From the dining-room came the flat reiteration of her mother's voice, scolding, scolding with gentle but monotonous persistence. Then followed Connie's shrill defiance, and her father's deep-toned boom. They were quarrelling again, always quarrelling. Connie was too bad, always upsetting everybody like this. As though the war in itself were not enough, lying like a heavy weight upon your heart, day and night, numbing your feelings to all but the bitter things.

She could not bear it much longer. She would have to go away. Why should not she become a proper army nurse like Janet? She liked nursing, that kept her body active and would not let her think. She loved to look after people. It soothed the soreness of her heart. Her daily visits to the Depot, her hours of dusting round carefully disinfected convalescents at the local hospitals were only sops for the unquiet conscience of Marshington.
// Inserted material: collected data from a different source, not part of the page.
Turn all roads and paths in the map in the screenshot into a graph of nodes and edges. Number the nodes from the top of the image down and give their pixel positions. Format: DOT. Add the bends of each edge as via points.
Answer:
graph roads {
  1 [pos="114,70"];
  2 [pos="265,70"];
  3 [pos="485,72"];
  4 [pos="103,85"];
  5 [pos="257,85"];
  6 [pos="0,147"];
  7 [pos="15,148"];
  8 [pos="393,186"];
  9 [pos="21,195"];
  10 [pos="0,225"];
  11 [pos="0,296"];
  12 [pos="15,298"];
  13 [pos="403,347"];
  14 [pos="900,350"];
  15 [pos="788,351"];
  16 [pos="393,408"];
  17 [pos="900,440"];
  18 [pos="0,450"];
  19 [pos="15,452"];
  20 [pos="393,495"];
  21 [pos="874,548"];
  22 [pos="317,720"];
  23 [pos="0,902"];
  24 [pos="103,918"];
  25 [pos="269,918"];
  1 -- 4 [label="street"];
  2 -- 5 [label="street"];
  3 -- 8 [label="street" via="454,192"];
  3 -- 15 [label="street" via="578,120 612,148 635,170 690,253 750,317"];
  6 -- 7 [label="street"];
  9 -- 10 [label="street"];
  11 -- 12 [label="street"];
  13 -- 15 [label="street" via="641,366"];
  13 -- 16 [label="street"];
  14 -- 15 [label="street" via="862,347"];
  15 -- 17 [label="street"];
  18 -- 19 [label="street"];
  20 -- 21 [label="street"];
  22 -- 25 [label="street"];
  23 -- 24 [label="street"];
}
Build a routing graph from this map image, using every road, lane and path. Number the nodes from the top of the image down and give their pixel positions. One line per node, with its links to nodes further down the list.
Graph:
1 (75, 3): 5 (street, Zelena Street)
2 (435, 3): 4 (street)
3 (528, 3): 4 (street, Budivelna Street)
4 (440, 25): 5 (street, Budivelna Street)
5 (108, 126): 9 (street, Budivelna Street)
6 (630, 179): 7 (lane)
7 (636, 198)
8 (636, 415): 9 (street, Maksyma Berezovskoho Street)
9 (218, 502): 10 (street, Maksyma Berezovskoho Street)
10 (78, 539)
Marshington wanted to feel that it was doing its bit, yet desired the merit without too great discomfort. Muriel was not like that. She had a terror of finding the War over and herself as usual out of it. She saw a triumphal procession marching through the city square of Kingsport, with braying trumpets and flying flags, and herself isolated, sad, standing up a back street because she had no part in the rejoicing. For those who were in it, the War brought suffering, and anxiety and blinding sorrow. But these were glorious. You could make a song of them and sing it through your tears. For those who were not in the War, it was a grinding hunger, an agony of isolation; and of these things you could not make a song. You felt no pride of loss, no glory of sacrifice. There were only shameful tears to shed, and the long ache of pain which had no remedy.

Why was her mother so angry now? Her mother had been splendid. Every one said so. The way in which she had emerged from her terrific experience at Scarborough, shaken but undaunted, to resume her patriotic duties here in Marshington, had been quite admirable. Mrs. Marshall Gurney's escape from Germany paled before her greater heroism. Mrs. Hammond had been rightly elected President of the Local War Services Association.

Why didn't Godfrey write?

The dining-room door opened, and Connie flounced out, hurling defiance over her shoulder as she came.

"Well, I'm jolly well going, so there!"